Il y a des groupes qui ne font pas beaucoup parler d'eux et qui pourtant parviennent à illuminer la scène metal à presque chaque album, discrètement, mais avec classe, souffrant souvent d'un manque de communication ou, malheureusement, signés sur des labels qui ne savent pas les bosser.
Primordial est l'un de ces groupes, un combo actif depuis plus de vingt ans, et l'un des pionniers de la scène pagan. Après un premier album salué timidement par la critique, les Irlandais proposent ce nouvel opus,
A Journey's End, en 1998.
Ce qui frappe tout de suite avec un tel album, c'est la qualité d'écriture et surtout, l'aptitude des musiciens à marier plusieurs genres au sein d'une seule et même chanson. On peut ainsi voir se côtoyer des riffs hérités du black metal et des passages plus lourds, qui ralentissent le tempo et que l'on pourrait assimiler au doom, sans oublier des touches folk évidentes mais jamais racoleuses. A ce titre,
Autumn's Ablaze est un petit chef d'oeuvre, propulsé par un départ fulgurant et malsain avant de combler tout l'espace sonore. Et quand
A. Nemtheanga Averill chante de sa voix claire, on pense tout de suite à
Vincent Cavanagh à ses débuts dans
Anathema, ou à
Aaron Stainthorpe (
My Dying Bride). Et surtout, on est pris à la gorge par le désespoir que semble véhiculer le chanteur, une mélancolie sombre, chargée de l'histoire de son pays. On le ressent, on ferme les yeux et on savoure ces huit minutes magistrales. Une leçon de metal, assurément.
Evidemment,
Primordial se déploie d'une façon monotone, mais de cette monotonie, il tire une force évocatrice, étrangement épique, salutaire. Le chant est très espacé, ce qui permet à l'auditeur de rester seul avec la musique, pour se laisser submerger par la myriade d'émotions qu'elle véhicule. Encore une fois, on peut faire un parallèle avec l'ancien
Anathema, celui qui se complaisait dans de longues épopées doom, même si le discours de
Primordial se veut plus agressif, plus mordant.

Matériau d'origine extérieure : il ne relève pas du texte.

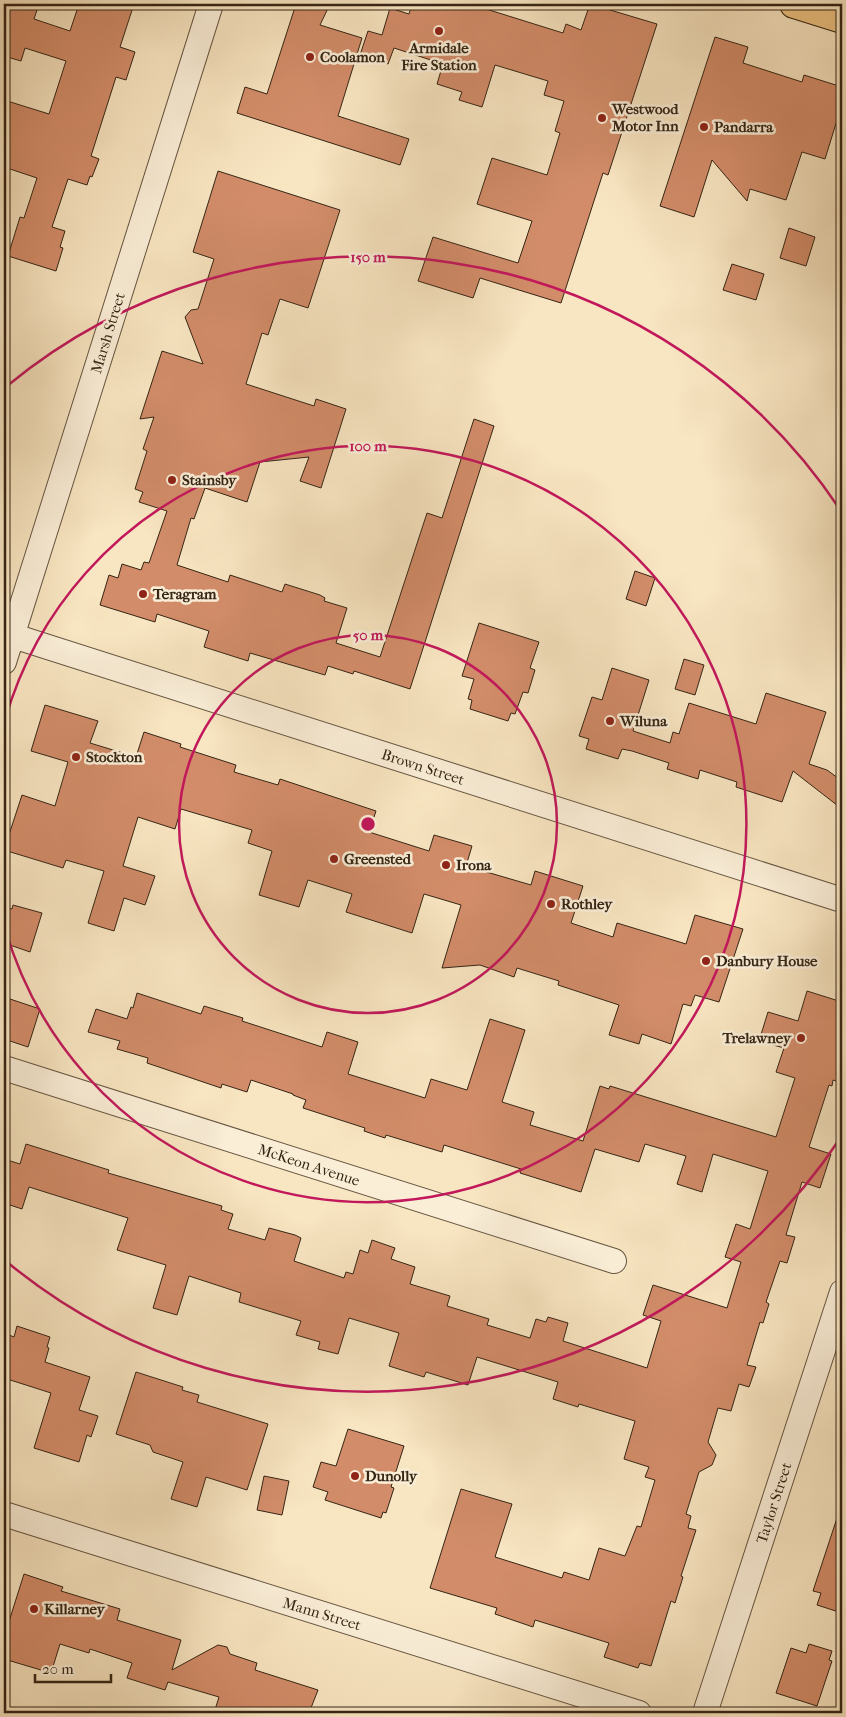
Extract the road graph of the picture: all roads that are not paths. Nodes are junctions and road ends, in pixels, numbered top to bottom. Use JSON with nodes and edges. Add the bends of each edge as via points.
{"nodes":[{"id":1,"x":211,"y":4,"type":"edge"},
{"id":2,"x":794,"y":4,"type":"edge"},
{"id":3,"x":842,"y":19,"type":"edge"},
{"id":4,"x":8,"y":634,"type":"edge"},
{"id":5,"x":4,"y":662,"type":"edge"},
{"id":6,"x":842,"y":900,"type":"edge"},
{"id":7,"x":4,"y":1068,"type":"edge"},
{"id":8,"x":614,"y":1261,"type":"dead end"},
{"id":9,"x":842,"y":1292,"type":"edge"},
{"id":10,"x":834,"y":1345,"type":"edge"},
{"id":11,"x":4,"y":1514,"type":"edge"},
{"id":12,"x":640,"y":1713,"type":"edge"},
{"id":13,"x":705,"y":1713,"type":"edge"}],
"edges":[{"from":1,"to":4,"type":"street","name":"Marsh Street"},
{"from":2,"to":3,"type":"main road"},
{"from":4,"to":5,"type":"street","name":"Marsh Street"},
{"from":4,"to":6,"type":"street","name":"Brown Street"},
{"from":7,"to":8,"type":"street","name":"McKeon Avenue"},
{"from":9,"to":10,"type":"street","name":"Taylor Street"},
{"from":10,"to":13,"type":"street","name":"Taylor Street"},
{"from":11,"to":12,"type":"street","name":"Mann Street"}]}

Puis il y a ces compositions acoustiques qui viennent offrir un contraste saisissant, à donner le frisson. Impossible de rester de marbre face à l'envolée lyrique et folk de
Dark Song, dont les paroles sont de Amergin Glungel, un ancien poète païen d'Irlande. Très peu d'instruments suffisent pour vous prendre aux tripes. Il n'y a jamais de montée en puissance, sauf quand la mélodie s'installe réellement, juste une force tranquille. C'est beau, tout simplement beau.
Avec
A Journey's End,
Primordial gagne en force, en pertinence. Peut-être pas l'album le plus violent de la discographie de ces Irlandais en manque de reconnaissance, mais l'un des plus réussis et au risque de le répéter, l'un des plus beaux. Si vous appréciez le
Anathema de
The Silent Enigma, nul doute que vous tomberez amoureux de cet album également, même si les propos ne sont pas tout à fait les mêmes et que le style diffère quelque peu. Si vous ne connaissez pas
Primordial, laissez-vous séduire par cet opus, relativement facile d'accès.